• [Exercise]: Return each line of the entries that holds the string "async".

[Collected data]
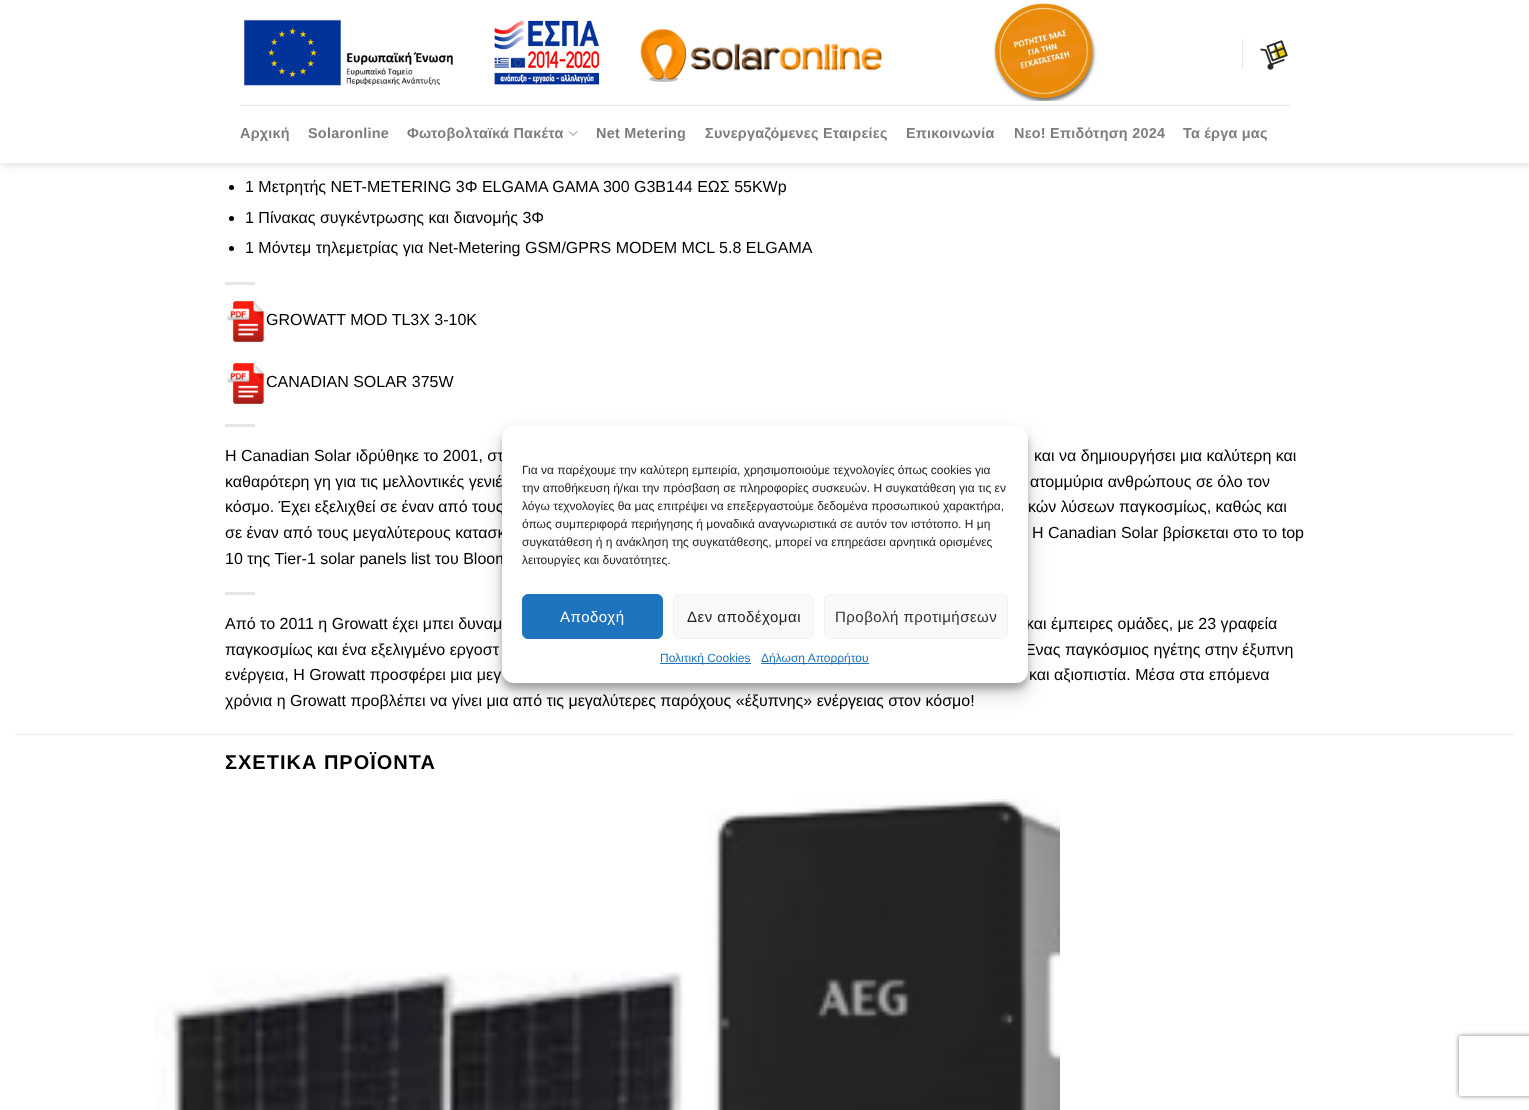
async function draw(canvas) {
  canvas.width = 1529
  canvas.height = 1110
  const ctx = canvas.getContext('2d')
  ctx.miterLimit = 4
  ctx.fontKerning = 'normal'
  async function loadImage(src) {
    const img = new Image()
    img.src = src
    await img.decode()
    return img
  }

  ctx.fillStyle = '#fff'
  ctx.fillRect(0, 0, 1529, 1110)
  ctx.fillStyle = '#00000026'
  ctx.filter = 'blur(5px)'
  ctx.beginPath()
  ctx.rect(1, 1, 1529, 163)
  ctx.fill()
  ctx.filter = 'none'
  ctx.fillStyle = '#fff'
  ctx.fillRect(0, 0, 1529, 163)
  ctx.drawImage(await loadImage('image0.png'), 243, 19, 357, 67)
  ctx.drawImage(await loadImage('image1.png'), 640, 28, 243, 54)
  ctx.drawImage(await loadImage('image2.png'), 993, 0, 106, 101)
  ctx.fillStyle = '#e6e6e6'
  ctx.fillRect(1242, 39, 1, 30)
  ctx.drawImage(await loadImage('image3.png'), 1260, 40, 28, 30)
  ctx.fillRect(240, 105, 1050, 1)
  ctx.letterSpacing = '0.25px'
  ctx.font = 'bold 14.4px Liberation Sans'
  ctx.fillStyle = '#7d7d7d'
  ctx.fillText('Αρχική', 240, 138)
  ctx.fillText('Solaronline', 308, 138)
  ctx.fillText('Φωτοβολταϊκά Πακέτα', 407, 138)
  ctx.drawImage(await loadImage('image4.png'), 568, 130, 10, 6)
  ctx.fillText('Net Metering', 596, 138)
  ctx.fillText('Συνεργαζόμενες Εταιρείες', 705, 138)
  ctx.fillText('Επικοινωνία', 906, 138)
  ctx.fillText('Νεο! Επιδότηση 2024', 1014, 138)
  ctx.fillText('Τα έργα μας', 1183, 138)
  ctx.fillStyle = '#000'
  ctx.beginPath()
  ctx.arc(231.5, 187.5, 2.5, 0, 2 * Math.PI)
  ctx.fill()
  ctx.letterSpacing = '0px'
  ctx.font = '16px Liberation Sans'
  ctx.fillText('1 Μετρητής NET-METERING 3Φ ELGAMA GAMA 300 G3B144 ΕΩΣ 55KWp', 245, 192)
  ctx.beginPath()
  ctx.arc(231.5, 218.5, 2.5, 0, 2 * Math.PI)
  ctx.fill()
  ctx.fillText('1 Πίνακας συγκέντρωσης και διανομής 3Φ', 245, 223)
  ctx.beginPath()
  ctx.arc(231.5, 248.5, 2.5, 0, 2 * Math.PI)
  ctx.fill()
  ctx.fillText('1 Μόντεμ τηλεμετρίας για Net-Metering GSM/GPRS MODEM MCL 5.8 ELGAMA', 245, 253)
  ctx.fillStyle = '#e6e6e6'
  ctx.fillRect(225, 282, 30, 3)
  ctx.drawImage(await loadImage('image5.png'), 227, 301, 38, 41)
  ctx.fillStyle = '#000'
  ctx.fillText('GROWATT MOD TL3X 3-10K', 266, 325)
  ctx.drawImage(await loadImage('image5.png'), 227, 363, 38, 41)
  ctx.fillText('CANADIAN SOLAR 375W', 266, 387)
  ctx.fillStyle = '#e6e6e6'
  ctx.fillRect(225, 424, 30, 3)
  ctx.fillStyle = '#000'
  ctx.fillText('Η Canadian Solar ιδρύθηκε το 2001, στ', 225, 461)
  ctx.fillText('και να δημιουργήσει μια καλύτερη και', 1034, 461)
  ctx.fillText('καθαρότερη γη για τις μελλοντικές γενιέ', 225, 487)
  ctx.fillText('ατομμύρια ανθρώπους σε όλο τον', 1030, 487)
  ctx.fillText('κόσμο. Έχει εξελιχθεί σε έναν από τους', 225, 512)
  ctx.fillText('κών λύσεων παγκοσμίως, καθώς και', 1028, 512)
  ctx.fillText('σε έναν από τους μεγαλύτερους κατασκ', 225, 538)
  ctx.fillText('Η Canadian Solar βρίσκεται στο το top', 1032, 538)
  ctx.fillText('10 της Tier-1 solar panels list του Bloom', 225, 564)
  ctx.fillStyle = '#e6e6e6'
  ctx.fillRect(225, 592, 30, 3)
  ctx.fillStyle = '#000'
  ctx.fillText('Από το 2011 η Growatt έχει μπει δυναμ', 225, 629)
  ctx.fillText('και έμπειρες ομάδες, με 23 γραφεία', 1026, 629)
  ctx.fillText('παγκοσμίως και ένα εξελιγμένο εργοστ', 225, 655)
  ctx.fillText('Ένας παγκόσμιος ηγέτης στην έξυπνη', 1023, 655)
  ctx.fillText('ενέργεια, Η Growatt προσφέρει μια μεγ', 225, 680)
  ctx.fillText('και αξιοπιστία. Μέσα στα επόμενα', 1029, 680)
  ctx.fillText('χρόνια η Growatt προβλέπει να γίνει μια από τις μεγαλύτερες παρόχους «έξυπνης» ενέργειας στον κόσμο!', 225, 706)
  ctx.fillStyle = '#ececec'
  ctx.fillRect(15, 734, 1499, 1)
  ctx.letterSpacing = '1px'
  ctx.font = 'bold 20px Liberation Sans'
  ctx.fillStyle = '#000'
  ctx.fillText('ΣΧΕΤΙΚΑ ΠΡΟΪΟΝΤΑ', 225, 769)
  ctx.drawImage(await loadImage('image6.png'), 155, 799, 905, 311)
  ctx.fillStyle = '#0000003b'
  ctx.filter = 'blur(3px)'
  ctx.beginPath()
  ctx.roundRect(502, 432, 526, 257, 12)
  ctx.fill()
  ctx.filter = 'none'
  ctx.fillStyle = '#00000030'
  ctx.filter = 'blur(10px)'
  ctx.beginPath()
  ctx.roundRect(502, 436, 526, 257, 12)
  ctx.fill()
  ctx.filter = 'none'
  ctx.fillStyle = '#fff'
  ctx.beginPath()
  ctx.roundRect(502, 426, 526, 257, 12)
  ctx.fill()
  ctx.letterSpacing = '0px'
  ctx.font = '12px Liberation Sans'
  ctx.fillStyle = '#222'
  ctx.fillText('Για να παρέχουμε την καλύτερη εμπειρία, χρησιμοποιούμε τεχνολογίες όπως cookies για', 522, 474)
  ctx.fillText('την αποθήκευση ή/και την πρόσβαση σε πληροφορίες συσκευών. Η συγκατάθεση για τις εν', 522, 492)
  ctx.fillText('λόγω τεχνολογίες θα μας επιτρέψει να επεξεργαστούμε δεδομένα προσωπικού χαρακτήρα,', 522, 510)
  ctx.fillText('όπως συμπεριφορά περιήγησης ή μοναδικά αναγνωριστικά σε αυτόν τον ιστότοπο. Η μη', 522, 528)
  ctx.fillText('συγκατάθεση ή η ανάκληση της συγκατάθεσης, μπορεί να επηρεάσει αρνητικά ορισμένες', 522, 546)
  ctx.fillText('λειτουργίες και δυνατότητες.', 522, 564)
  ctx.fillStyle = '#1e73be'
  ctx.beginPath()
  ctx.roundRect(522.5, 594.5, 140, 44, 5.5)
  ctx.fill()
  ctx.strokeStyle = '#1e73be'
  ctx.stroke()
  ctx.letterSpacing = '0.5px'
  ctx.font = '15px Liberation Sans'
  ctx.fillStyle = '#fff'
  ctx.fillText('Αποδοχή', 560, 622)
  ctx.fillStyle = '#f9f9f9'
  ctx.beginPath()
  ctx.roundRect(673.5, 594.5, 140, 44, 5.5)
  ctx.fill()
  ctx.strokeStyle = '#f2f2f2'
  ctx.stroke()
  ctx.fillStyle = '#222'
  ctx.fillText('Δεν αποδέχομαι', 687, 622)
  ctx.fillStyle = '#f9f9f9'
  ctx.beginPath()
  ctx.roundRect(824.5, 594.5, 183, 44, 5.5)
  ctx.fill()
  ctx.stroke()
  ctx.fillStyle = '#333'
  ctx.fillText('Προβολή προτιμήσεων', 835, 622)
  ctx.fillStyle = '#1e73be'
  ctx.fillRect(660, 663, 91, 1)
  ctx.letterSpacing = '0px'
  ctx.font = '12px Liberation Sans'
  ctx.fillText('Πολιτική Cookies', 660, 662)
  ctx.fillRect(761, 663, 108, 1)
  ctx.fillText('Δήλωση Απορρήτου', 761, 662)
  ctx.save()
  ctx.beginPath()
  ctx.moveTo(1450, 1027)
  ctx.lineTo(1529, 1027)
  ctx.lineTo(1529, 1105)
  ctx.lineTo(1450, 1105)
  ctx.closePath()
  ctx.moveTo(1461, 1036)
  ctx.lineTo(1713, 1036)
  ctx.bezierCurveTo(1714, 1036, 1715, 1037, 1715, 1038)
  ctx.lineTo(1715, 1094)
  ctx.bezierCurveTo(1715, 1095, 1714, 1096, 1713, 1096)
  ctx.lineTo(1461, 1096)
  ctx.bezierCurveTo(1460, 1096, 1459, 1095, 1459, 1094)
  ctx.lineTo(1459, 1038)
  ctx.bezierCurveTo(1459, 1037, 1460, 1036, 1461, 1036)
  ctx.closePath()
  ctx.clip('evenodd')
  ctx.fillStyle = '#808080'
  ctx.filter = 'blur(2.5px)'
  ctx.beginPath()
  ctx.roundRect(1459, 1036, 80, 60, 2)
  ctx.fill()
  ctx.filter = 'none'
  ctx.restore()
}

draw(document.querySelector('canvas'))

• [The answer]:
async function draw(canvas) {
  async function loadImage(src) {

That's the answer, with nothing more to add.